A professor who lost his father to pancreatic cancer has devoted his career to finding cancer cures and, on Father’s Day, shared the story behind his motivation.
Fifteen years on from losing his dad Roger, father of two Professor David Withers, who is currently funded by Worldwide Cancer Research, has shared his hope that research will help lead to treatment possibilities for all cancers, so no other families have to face the struggle he did.
David and his team, based at the University of Birmingham, are researching the immune system and how immunotherapies work against cancer. They hope that a better understanding of these processes will help to improve current immunotherapies.
The project, one of 16 new projects funded by the UK charity in 2021, was awarded £170,685 to track immune cells to improve immunotherapy for patients.
Worldwide Cancer Research has invested £200m into cancer research projects, delivering breakthroughs that have contributed to improved cancer survival rates, thanks to researchers like David. The charity is currently funding 74 active research projects, with a total value of £15m, which are focused on 18 different types of cancer.
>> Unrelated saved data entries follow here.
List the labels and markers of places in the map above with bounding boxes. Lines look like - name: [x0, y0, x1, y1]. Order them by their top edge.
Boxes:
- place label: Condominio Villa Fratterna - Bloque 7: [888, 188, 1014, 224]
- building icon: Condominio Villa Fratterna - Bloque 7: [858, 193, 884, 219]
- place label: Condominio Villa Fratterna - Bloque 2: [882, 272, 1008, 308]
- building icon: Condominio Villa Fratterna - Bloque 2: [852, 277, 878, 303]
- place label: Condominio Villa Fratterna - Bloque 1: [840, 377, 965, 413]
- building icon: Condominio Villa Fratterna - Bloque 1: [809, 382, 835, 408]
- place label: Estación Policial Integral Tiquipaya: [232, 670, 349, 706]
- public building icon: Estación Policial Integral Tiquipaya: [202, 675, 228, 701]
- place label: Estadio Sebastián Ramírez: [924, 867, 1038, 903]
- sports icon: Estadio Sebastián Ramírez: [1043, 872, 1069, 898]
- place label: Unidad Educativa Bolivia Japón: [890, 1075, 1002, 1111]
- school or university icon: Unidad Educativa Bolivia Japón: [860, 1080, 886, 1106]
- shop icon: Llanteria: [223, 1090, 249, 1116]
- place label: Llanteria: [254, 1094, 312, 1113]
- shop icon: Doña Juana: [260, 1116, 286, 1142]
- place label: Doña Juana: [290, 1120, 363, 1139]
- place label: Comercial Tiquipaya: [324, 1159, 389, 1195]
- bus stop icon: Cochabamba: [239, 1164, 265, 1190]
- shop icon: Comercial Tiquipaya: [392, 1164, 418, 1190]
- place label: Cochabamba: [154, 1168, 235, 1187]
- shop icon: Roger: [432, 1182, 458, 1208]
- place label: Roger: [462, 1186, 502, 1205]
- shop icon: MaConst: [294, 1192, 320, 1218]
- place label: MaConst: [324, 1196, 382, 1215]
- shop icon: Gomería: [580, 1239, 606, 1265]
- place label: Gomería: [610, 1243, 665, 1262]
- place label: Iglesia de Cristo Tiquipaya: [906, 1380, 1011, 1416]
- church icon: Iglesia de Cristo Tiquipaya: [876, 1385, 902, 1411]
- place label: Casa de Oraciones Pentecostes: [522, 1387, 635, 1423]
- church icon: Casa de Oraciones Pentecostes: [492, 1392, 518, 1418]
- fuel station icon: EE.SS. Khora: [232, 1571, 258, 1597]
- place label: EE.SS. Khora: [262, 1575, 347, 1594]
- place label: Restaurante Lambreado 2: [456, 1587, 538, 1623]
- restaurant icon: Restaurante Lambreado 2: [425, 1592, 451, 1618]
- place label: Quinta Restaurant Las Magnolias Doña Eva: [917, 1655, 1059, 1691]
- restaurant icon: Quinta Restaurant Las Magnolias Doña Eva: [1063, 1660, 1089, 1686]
Professor Withers, at the Institute of Immunology and Immunotherapy, University of Birmingham said:
“My father, Roger, died of pancreatic cancer in 2006. He was 59 when it was discovered. Looking back, I think the worst part was that when the diagnosis was made, there were no treatment options left available to him. He was told there was nothing that could be done and he died less than five months later.
“This was very early in my research career, so focussing some of my research towards the immune response to cancer became something I really wanted to do. I hope that I can make a difference to other families facing the same situation as mine did when my father was diagnosed. I would like to think that treatment possibilities for all cancers are not too far away as we learn to better manipulate immune responses.
“I dream of one day knowing that all cancers have good treatment options, and for me, this is a really worthy goal. It also feels like this should be obtainable given how quickly we are currently learning to exploit the amazing jobs different immune cells do!
“Our project will increase our understanding of how immune cells get to cancers, how they change once there and why. This is fundamental to develop therapies that reinvigorate the immune response – currently these work amazingly well in a minority of patients, but we need to understand why they don’t work better across the board. Through better understanding these changes we hope that new ways to boost the response of immunotherapies will be clear and can be rapidly translated into helping patients.
“Being able to do research for a career is a huge privilege and is only possible thanks to the enormous support of charities such as Worldwide Cancer Research that provide so much of the funding.”
Dr Helen Rippon, Chief Executive, Worldwide Cancer Research said:
“The past year has shown us the vital role research plays in improving the lives of people across the world, with the global research community coming together to deliver COVID-19 vaccines at phenomenal pace.
“It has also demonstrated what can be achieved when dedicated and well-funded scientists with the brightest minds come together to solve a problem. For many cancers, like pancreatic cancer, survival rates still need to be improved which is why continuing to start new cures for cancer is so vital.
“We’d like to say a massive thank you to David for sharing his powerful story on Father’s Day, and for his important research into improving immunotherapies. We won’t stop until cancer does.”